Bramble painting for Parkinson’s
CORKERY – Corkery’s Dianne Bramble is turning a creative and therapeutic outlet in to a fundraising opportunity raising money for the Parkinson’s Canada SuperWalk.
Bramble, a multi-discipline artist and nurse at the West Carleton Family Health Clinic was diagnosed with Parkinson’s disease in 2013. She’s been fundraising for research ever since.
In 2018 West Carleton Online interviewed Bramble who had published the story Genes: The Story of an Accidental Superhero.
This year, Bramble has reignited her passion for painting.
“I started painting again because my son loves to paint (Liam),” Bramble told West Carleton Online from her Corkery area home yesterday (Sept. 10). “I said I like to paint, so I started doing it. And it got out of control. I was doing four or five a day.”

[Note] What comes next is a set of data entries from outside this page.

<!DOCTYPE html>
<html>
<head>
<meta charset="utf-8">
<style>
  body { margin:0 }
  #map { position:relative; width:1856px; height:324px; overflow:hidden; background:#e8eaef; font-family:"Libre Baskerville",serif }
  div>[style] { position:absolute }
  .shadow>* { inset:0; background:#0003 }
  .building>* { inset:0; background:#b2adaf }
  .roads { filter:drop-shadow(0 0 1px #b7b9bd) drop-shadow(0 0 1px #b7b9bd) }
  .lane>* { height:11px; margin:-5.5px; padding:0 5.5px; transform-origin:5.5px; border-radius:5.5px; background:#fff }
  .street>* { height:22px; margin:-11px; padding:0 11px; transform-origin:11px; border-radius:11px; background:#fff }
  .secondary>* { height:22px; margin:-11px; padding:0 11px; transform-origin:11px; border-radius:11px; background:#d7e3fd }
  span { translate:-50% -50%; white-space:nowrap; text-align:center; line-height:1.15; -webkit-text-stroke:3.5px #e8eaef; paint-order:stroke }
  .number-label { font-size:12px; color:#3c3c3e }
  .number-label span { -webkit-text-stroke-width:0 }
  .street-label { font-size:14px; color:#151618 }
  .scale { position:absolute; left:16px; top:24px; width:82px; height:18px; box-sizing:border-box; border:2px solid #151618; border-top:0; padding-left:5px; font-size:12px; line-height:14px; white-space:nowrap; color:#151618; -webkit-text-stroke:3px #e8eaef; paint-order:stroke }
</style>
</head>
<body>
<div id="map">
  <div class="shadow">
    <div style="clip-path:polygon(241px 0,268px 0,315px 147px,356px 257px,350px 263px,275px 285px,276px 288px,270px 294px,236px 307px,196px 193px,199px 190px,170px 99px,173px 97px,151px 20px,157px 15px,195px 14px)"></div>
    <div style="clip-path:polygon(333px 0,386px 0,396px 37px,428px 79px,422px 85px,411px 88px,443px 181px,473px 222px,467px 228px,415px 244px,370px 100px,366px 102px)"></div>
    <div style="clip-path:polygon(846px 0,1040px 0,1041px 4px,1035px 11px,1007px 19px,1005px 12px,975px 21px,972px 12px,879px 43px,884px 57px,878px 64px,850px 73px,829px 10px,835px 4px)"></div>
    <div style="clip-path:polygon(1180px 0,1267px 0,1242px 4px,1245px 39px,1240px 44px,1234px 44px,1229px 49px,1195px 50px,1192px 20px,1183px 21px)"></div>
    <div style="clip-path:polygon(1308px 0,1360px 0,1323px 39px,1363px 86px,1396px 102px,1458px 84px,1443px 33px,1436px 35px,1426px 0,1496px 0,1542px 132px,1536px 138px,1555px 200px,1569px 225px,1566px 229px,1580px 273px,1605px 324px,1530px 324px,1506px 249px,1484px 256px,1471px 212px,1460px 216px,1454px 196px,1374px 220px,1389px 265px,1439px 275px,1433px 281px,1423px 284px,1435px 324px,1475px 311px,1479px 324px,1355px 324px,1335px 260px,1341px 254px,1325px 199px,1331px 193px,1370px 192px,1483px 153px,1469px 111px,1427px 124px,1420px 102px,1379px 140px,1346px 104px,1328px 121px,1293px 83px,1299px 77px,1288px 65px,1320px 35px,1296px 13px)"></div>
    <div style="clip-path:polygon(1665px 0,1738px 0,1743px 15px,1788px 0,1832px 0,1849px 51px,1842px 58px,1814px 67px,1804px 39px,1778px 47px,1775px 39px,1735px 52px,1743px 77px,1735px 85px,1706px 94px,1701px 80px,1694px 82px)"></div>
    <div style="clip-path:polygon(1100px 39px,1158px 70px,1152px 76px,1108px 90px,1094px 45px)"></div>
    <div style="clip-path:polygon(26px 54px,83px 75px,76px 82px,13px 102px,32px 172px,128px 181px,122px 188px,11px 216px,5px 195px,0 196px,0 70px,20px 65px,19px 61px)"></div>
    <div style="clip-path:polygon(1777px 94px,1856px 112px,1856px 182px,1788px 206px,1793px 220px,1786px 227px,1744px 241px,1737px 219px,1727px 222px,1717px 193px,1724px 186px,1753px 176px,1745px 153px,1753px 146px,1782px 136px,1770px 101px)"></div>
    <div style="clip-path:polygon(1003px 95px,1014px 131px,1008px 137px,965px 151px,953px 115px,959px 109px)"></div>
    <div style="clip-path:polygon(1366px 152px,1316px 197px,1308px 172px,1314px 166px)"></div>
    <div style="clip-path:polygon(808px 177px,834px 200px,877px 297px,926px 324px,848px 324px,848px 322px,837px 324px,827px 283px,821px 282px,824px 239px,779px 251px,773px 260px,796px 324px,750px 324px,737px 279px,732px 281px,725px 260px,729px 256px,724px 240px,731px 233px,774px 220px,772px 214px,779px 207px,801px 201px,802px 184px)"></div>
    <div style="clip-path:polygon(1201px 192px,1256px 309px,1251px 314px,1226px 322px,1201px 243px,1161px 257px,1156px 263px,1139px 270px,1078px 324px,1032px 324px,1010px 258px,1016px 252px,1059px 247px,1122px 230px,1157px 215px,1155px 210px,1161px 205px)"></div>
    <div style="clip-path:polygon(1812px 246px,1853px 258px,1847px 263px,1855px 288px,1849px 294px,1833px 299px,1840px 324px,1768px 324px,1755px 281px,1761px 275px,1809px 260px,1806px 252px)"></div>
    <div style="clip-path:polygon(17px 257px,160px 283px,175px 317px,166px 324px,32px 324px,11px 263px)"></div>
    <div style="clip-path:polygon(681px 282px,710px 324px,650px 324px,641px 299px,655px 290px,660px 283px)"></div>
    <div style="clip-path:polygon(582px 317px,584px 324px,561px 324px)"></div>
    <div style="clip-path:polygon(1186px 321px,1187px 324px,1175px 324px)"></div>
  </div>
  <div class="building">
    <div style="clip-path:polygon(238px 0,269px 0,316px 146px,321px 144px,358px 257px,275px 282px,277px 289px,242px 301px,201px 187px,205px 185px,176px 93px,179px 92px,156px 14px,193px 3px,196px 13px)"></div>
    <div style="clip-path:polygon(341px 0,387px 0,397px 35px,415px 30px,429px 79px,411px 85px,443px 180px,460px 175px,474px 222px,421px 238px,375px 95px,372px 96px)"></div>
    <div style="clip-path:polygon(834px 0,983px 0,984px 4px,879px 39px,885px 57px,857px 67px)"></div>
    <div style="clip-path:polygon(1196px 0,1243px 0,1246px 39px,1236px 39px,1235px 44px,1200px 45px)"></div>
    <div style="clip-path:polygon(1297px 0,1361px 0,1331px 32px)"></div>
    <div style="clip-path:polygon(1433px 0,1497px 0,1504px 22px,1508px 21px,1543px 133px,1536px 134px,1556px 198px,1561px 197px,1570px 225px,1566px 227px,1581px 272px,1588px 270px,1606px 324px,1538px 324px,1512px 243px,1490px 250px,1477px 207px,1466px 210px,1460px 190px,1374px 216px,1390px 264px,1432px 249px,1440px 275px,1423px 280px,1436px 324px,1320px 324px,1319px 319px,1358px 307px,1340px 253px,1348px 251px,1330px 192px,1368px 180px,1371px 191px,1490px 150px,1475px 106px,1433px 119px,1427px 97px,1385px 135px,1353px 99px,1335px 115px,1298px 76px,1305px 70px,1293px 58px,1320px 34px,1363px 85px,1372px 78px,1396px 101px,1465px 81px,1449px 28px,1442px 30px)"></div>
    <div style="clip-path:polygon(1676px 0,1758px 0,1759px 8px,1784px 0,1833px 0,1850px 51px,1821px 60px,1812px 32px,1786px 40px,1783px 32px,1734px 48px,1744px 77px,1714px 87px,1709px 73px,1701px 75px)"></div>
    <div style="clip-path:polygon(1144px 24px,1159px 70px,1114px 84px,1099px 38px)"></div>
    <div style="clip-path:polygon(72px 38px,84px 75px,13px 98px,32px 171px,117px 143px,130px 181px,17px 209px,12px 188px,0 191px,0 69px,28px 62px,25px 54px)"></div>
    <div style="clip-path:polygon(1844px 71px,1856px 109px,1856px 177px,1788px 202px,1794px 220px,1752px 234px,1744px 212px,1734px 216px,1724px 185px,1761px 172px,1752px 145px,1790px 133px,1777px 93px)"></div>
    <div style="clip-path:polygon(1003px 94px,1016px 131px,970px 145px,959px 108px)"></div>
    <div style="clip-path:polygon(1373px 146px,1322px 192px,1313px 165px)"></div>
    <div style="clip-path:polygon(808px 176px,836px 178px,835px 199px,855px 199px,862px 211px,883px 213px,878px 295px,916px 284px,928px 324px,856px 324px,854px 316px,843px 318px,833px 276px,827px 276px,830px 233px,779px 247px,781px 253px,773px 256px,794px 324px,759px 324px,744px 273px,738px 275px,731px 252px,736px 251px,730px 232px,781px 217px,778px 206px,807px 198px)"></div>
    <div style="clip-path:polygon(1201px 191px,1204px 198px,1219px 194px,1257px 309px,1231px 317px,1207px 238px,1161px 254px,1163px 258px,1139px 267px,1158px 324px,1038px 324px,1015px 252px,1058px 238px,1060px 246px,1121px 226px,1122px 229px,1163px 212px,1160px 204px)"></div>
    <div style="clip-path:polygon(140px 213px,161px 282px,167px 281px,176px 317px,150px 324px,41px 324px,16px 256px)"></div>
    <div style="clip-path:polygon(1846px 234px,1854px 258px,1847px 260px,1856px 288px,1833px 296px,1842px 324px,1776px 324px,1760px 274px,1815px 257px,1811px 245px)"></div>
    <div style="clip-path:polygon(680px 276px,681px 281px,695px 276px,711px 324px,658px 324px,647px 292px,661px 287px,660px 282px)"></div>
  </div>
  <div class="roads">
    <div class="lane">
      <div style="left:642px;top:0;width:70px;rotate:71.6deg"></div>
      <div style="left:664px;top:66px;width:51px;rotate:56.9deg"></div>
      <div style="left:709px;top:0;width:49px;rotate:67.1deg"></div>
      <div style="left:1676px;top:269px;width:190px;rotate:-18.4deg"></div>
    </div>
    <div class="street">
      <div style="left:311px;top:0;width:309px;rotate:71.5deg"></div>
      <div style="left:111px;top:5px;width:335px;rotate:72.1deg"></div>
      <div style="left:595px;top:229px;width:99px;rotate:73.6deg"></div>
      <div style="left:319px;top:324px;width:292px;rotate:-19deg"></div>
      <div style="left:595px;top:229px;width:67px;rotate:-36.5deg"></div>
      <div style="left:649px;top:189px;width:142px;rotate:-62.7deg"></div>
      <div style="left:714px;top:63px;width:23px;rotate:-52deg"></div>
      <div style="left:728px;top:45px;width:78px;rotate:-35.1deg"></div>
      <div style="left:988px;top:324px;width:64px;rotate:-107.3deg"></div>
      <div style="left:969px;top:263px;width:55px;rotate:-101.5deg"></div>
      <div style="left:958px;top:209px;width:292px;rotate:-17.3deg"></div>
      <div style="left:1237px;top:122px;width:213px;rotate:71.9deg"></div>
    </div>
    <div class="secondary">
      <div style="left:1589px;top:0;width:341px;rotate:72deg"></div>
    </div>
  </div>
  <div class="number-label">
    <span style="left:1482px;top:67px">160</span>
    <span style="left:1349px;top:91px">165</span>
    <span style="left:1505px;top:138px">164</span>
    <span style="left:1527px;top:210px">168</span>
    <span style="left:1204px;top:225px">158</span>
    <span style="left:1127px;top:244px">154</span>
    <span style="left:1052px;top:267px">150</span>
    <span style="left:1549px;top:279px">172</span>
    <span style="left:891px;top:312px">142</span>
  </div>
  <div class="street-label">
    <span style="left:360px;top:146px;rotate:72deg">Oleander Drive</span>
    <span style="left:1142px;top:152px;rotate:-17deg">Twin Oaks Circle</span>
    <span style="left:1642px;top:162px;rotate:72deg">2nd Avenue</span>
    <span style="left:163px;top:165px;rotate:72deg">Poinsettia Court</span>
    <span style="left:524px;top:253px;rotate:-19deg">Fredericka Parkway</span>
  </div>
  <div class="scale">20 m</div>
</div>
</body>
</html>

Bramble used to spend a lot of time sketching years ago.
“With Parkinson’s my sketching isn’t what it once was, so I switched to abstract which isn’t a problem,” she said. “I find it really relaxing and it’s good for motor control. It helps with a lot of things.”
Since 2014, Bramble has raised around $15,000 for Parkinson’s disease research. She decided she would use her re-surfaced passion for painting to fundraise this year and created the fundraiser Painting for Parkinson’s.
“Once I started getting so many paintings, it almost started off as a joke,” Bramble said. “My son didn’t think I could sell one. And I did. I thought I could do this as a fundraiser, and I’ll keep doing it as long as people keep buying them.”
Bramble has created a Facebook page and is auctioning off her work. She also held a couple of drive-way sales and has shipped paintings to Kitchener and even Calgary (although Bramble says that doesn’t count because it was her aunt).
“A lot of the neighbours came out to the driveway sale,” Bramble said. “We have very supportive nieghbours here. This is a great neighbourhood.”
Bramble says one neighbour was even conducting a bottle drive for her fundraiser the very day West Carleton Online was interviewing her.
Bramble says Parkinson’s research has really advanced over the last few years with scientists focusing on some unique attributes associated with the disease.
“Why can we learn to do some things well and not other thing?” she said referring to celebrity spokesperson Michael J. Fox’s ability to play the guitar and hockey, but still greatly challenged by walking. “Why do we love chocolate so much?”
The official Parkinson’s Canada SuperWalk is virtual this year and takes place tomorrow (Sept. 12).
But the program continues to fundraise until October.
Meanwhile, Bramble has already finished the follow-up to her first book Genes: The Continuing Adventures of the Accidental Superhero.
Bramble calls it “a little darker than the first one.”